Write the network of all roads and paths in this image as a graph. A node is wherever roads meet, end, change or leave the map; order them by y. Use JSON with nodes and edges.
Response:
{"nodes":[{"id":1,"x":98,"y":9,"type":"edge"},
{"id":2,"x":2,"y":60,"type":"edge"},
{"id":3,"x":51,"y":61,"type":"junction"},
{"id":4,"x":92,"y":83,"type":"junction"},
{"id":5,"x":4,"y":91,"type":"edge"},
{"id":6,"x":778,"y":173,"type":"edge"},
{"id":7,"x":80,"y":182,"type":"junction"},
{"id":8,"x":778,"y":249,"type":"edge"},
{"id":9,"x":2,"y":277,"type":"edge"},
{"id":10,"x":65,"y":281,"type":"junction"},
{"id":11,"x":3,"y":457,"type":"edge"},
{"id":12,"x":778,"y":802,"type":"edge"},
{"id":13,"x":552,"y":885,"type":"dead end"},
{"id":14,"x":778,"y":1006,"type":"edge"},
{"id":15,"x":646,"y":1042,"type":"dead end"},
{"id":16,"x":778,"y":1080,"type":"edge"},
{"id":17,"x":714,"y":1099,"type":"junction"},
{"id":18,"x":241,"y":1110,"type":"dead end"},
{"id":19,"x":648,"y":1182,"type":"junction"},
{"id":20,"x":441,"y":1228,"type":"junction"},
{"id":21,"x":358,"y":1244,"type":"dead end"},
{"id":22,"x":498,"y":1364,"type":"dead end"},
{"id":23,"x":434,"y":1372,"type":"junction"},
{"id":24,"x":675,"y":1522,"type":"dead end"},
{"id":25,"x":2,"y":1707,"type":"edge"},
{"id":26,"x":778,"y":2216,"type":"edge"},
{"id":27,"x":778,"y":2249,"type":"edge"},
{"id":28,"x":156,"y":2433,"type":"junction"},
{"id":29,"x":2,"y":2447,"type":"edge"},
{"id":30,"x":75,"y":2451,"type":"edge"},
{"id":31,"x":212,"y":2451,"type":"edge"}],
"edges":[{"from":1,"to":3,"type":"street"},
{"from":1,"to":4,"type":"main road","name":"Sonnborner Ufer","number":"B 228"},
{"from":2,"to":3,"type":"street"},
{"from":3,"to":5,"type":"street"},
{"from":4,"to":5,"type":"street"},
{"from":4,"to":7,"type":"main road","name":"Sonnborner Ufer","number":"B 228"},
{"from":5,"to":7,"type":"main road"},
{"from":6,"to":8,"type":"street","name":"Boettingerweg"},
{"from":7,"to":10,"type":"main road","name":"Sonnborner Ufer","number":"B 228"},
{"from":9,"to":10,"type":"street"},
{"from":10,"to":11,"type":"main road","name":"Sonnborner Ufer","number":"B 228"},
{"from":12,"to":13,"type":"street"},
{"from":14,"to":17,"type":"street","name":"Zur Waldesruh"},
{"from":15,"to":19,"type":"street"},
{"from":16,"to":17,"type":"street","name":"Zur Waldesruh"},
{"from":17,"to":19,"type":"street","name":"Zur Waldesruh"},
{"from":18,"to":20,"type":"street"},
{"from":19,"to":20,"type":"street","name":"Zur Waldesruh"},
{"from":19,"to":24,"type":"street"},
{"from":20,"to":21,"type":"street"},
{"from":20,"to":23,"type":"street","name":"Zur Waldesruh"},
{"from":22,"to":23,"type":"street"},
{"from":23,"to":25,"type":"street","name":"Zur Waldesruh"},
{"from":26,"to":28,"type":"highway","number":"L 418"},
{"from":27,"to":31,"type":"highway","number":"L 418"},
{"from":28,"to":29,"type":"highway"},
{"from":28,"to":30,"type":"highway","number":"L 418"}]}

● Task goal
Write the records out again. Each one must match exactly.

● Response below
Write the network of all roads and paths in this image as a graph. A node is wherever roads meet, end, change or leave the map; order them by y. Use JSON with nodes and edges.
Response:
{"nodes":[{"id":1,"x":98,"y":9,"type":"edge"},
{"id":2,"x":2,"y":60,"type":"edge"},
{"id":3,"x":51,"y":61,"type":"junction"},
{"id":4,"x":92,"y":83,"type":"junction"},
{"id":5,"x":4,"y":91,"type":"edge"},
{"id":6,"x":778,"y":173,"type":"edge"},
{"id":7,"x":80,"y":182,"type":"junction"},
{"id":8,"x":778,"y":249,"type":"edge"},
{"id":9,"x":2,"y":277,"type":"edge"},
{"id":10,"x":65,"y":281,"type":"junction"},
{"id":11,"x":3,"y":457,"type":"edge"},
{"id":12,"x":778,"y":802,"type":"edge"},
{"id":13,"x":552,"y":885,"type":"dead end"},
{"id":14,"x":778,"y":1006,"type":"edge"},
{"id":15,"x":646,"y":1042,"type":"dead end"},
{"id":16,"x":778,"y":1080,"type":"edge"},
{"id":17,"x":714,"y":1099,"type":"junction"},
{"id":18,"x":241,"y":1110,"type":"dead end"},
{"id":19,"x":648,"y":1182,"type":"junction"},
{"id":20,"x":441,"y":1228,"type":"junction"},
{"id":21,"x":358,"y":1244,"type":"dead end"},
{"id":22,"x":498,"y":1364,"type":"dead end"},
{"id":23,"x":434,"y":1372,"type":"junction"},
{"id":24,"x":675,"y":1522,"type":"dead end"},
{"id":25,"x":2,"y":1707,"type":"edge"},
{"id":26,"x":778,"y":2216,"type":"edge"},
{"id":27,"x":778,"y":2249,"type":"edge"},
{"id":28,"x":156,"y":2433,"type":"junction"},
{"id":29,"x":2,"y":2447,"type":"edge"},
{"id":30,"x":75,"y":2451,"type":"edge"},
{"id":31,"x":212,"y":2451,"type":"edge"}],
"edges":[{"from":1,"to":3,"type":"street"},
{"from":1,"to":4,"type":"main road","name":"Sonnborner Ufer","number":"B 228"},
{"from":2,"to":3,"type":"street"},
{"from":3,"to":5,"type":"street"},
{"from":4,"to":5,"type":"street"},
{"from":4,"to":7,"type":"main road","name":"Sonnborner Ufer","number":"B 228"},
{"from":5,"to":7,"type":"main road"},
{"from":6,"to":8,"type":"street","name":"Boettingerweg"},
{"from":7,"to":10,"type":"main road","name":"Sonnborner Ufer","number":"B 228"},
{"from":9,"to":10,"type":"street"},
{"from":10,"to":11,"type":"main road","name":"Sonnborner Ufer","number":"B 228"},
{"from":12,"to":13,"type":"street"},
{"from":14,"to":17,"type":"street","name":"Zur Waldesruh"},
{"from":15,"to":19,"type":"street"},
{"from":16,"to":17,"type":"street","name":"Zur Waldesruh"},
{"from":17,"to":19,"type":"street","name":"Zur Waldesruh"},
{"from":18,"to":20,"type":"street"},
{"from":19,"to":20,"type":"street","name":"Zur Waldesruh"},
{"from":19,"to":24,"type":"street"},
{"from":20,"to":21,"type":"street"},
{"from":20,"to":23,"type":"street","name":"Zur Waldesruh"},
{"from":22,"to":23,"type":"street"},
{"from":23,"to":25,"type":"street","name":"Zur Waldesruh"},
{"from":26,"to":28,"type":"highway","number":"L 418"},
{"from":27,"to":31,"type":"highway","number":"L 418"},
{"from":28,"to":29,"type":"highway"},
{"from":28,"to":30,"type":"highway","number":"L 418"}]}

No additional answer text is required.